WORK TO COMPLETE:
Find every line below with the word "Longden" in it, and copy each one.

***** STUDY MATERIAL

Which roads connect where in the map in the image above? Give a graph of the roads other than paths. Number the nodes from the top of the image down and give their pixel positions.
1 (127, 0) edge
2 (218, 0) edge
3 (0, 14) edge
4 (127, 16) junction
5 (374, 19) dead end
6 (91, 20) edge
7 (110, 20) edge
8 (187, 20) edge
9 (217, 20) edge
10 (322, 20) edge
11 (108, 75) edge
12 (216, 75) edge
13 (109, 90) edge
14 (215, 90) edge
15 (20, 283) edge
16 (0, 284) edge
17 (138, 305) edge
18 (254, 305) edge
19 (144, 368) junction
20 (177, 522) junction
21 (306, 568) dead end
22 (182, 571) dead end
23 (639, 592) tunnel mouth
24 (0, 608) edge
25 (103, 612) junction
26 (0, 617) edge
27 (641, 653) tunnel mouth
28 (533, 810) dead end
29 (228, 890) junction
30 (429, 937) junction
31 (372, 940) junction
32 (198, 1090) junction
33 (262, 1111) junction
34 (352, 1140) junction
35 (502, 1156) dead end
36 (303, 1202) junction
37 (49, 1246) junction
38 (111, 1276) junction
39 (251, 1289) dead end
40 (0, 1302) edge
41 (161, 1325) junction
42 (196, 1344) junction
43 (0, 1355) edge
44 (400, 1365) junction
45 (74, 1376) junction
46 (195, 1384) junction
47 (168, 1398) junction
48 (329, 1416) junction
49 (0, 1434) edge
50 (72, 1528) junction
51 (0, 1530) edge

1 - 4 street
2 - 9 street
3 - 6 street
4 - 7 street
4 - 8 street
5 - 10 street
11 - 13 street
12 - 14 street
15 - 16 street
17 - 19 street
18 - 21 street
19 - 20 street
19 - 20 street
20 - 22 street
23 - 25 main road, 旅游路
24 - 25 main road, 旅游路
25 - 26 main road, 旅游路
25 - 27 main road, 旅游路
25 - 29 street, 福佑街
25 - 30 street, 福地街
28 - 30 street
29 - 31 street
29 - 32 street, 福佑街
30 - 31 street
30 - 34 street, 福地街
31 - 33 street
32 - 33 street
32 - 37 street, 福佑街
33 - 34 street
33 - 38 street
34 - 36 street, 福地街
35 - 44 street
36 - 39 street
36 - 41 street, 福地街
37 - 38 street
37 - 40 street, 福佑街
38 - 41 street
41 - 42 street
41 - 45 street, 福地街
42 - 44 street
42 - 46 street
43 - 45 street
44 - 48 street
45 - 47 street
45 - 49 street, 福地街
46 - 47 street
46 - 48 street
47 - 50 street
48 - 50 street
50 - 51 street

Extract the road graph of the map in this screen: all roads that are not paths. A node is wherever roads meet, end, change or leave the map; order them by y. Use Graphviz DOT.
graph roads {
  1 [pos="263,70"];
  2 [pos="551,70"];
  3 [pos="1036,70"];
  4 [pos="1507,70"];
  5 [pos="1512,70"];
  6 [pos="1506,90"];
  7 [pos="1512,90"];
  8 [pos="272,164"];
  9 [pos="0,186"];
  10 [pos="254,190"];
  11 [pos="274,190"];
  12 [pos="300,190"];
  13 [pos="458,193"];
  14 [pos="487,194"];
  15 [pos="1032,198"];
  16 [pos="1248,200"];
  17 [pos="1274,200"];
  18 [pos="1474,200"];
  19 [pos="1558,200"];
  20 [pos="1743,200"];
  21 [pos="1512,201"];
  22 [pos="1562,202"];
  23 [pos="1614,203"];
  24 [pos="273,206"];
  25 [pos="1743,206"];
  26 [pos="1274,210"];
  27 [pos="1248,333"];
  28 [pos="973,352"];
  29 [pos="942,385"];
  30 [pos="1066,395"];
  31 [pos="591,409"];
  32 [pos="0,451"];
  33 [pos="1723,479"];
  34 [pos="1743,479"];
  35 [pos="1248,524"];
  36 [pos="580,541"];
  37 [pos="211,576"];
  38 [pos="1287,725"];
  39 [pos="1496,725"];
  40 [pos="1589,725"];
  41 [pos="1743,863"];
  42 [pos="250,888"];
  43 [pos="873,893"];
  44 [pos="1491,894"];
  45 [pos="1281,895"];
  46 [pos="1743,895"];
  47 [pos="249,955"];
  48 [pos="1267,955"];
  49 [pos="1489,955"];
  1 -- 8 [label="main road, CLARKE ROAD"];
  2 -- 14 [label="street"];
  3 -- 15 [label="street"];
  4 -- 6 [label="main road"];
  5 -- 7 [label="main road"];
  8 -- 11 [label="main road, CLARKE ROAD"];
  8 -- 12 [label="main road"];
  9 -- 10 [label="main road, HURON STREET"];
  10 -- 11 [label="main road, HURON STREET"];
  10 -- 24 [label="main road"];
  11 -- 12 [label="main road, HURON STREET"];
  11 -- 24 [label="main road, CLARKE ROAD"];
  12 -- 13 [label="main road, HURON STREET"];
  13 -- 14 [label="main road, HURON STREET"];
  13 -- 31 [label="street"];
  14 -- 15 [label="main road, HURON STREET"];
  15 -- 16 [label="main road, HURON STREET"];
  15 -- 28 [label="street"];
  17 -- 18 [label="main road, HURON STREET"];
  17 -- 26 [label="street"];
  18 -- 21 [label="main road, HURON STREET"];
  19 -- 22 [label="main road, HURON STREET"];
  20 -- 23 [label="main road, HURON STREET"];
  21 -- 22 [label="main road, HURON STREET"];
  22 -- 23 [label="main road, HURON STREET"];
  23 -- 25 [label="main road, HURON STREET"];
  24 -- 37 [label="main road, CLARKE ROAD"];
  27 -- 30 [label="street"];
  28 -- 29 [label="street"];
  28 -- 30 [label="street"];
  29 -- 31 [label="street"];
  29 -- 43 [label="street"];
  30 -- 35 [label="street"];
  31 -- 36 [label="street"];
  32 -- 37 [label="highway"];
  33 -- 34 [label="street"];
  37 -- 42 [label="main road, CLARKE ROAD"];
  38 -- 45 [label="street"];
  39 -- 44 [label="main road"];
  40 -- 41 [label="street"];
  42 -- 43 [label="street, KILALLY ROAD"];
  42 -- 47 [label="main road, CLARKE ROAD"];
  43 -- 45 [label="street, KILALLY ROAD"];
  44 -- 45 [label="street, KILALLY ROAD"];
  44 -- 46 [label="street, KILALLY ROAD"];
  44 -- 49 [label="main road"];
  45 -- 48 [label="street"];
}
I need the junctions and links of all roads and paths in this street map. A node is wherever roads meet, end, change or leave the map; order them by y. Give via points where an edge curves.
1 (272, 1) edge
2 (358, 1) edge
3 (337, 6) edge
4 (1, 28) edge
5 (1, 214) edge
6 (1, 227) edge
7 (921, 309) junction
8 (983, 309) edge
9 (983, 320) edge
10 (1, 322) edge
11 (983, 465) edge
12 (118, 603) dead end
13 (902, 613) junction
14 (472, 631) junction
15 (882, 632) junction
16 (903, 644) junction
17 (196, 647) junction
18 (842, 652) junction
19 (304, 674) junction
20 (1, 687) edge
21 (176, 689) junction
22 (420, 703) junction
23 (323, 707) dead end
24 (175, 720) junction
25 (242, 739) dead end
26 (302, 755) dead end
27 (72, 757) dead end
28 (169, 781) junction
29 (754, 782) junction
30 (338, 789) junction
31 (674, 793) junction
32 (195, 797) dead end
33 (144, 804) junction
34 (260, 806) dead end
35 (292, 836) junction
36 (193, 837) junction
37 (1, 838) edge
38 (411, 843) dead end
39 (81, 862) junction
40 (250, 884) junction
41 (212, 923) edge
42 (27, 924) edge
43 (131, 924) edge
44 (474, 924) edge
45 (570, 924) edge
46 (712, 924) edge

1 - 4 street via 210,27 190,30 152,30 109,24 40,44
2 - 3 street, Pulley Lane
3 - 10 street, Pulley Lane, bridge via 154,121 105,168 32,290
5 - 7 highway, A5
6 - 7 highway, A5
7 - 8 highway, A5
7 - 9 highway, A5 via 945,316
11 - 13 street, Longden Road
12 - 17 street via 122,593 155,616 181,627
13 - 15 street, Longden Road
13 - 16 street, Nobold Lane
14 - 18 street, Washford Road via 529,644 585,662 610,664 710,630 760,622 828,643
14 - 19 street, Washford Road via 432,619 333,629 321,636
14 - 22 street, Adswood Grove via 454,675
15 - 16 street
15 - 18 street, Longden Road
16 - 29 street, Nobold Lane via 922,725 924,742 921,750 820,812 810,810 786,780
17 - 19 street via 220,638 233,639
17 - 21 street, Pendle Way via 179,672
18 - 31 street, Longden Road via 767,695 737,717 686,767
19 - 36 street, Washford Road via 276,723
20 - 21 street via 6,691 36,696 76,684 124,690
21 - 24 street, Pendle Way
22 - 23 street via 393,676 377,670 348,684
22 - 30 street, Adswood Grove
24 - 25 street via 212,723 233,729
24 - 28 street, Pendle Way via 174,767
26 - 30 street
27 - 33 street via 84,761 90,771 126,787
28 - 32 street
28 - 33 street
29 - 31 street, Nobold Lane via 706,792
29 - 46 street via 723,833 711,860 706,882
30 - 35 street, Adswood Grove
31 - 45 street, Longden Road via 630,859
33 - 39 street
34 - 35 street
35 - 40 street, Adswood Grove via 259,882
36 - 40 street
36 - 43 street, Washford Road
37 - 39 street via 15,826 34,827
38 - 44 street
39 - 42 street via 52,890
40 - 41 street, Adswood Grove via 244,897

**********

RESPONSE TO THIS TASK:
11 - 13 street, Longden Road
13 - 15 street, Longden Road
15 - 18 street, Longden Road
18 - 31 street, Longden Road via 767,695 737,717 686,767
31 - 45 street, Longden Road via 630,859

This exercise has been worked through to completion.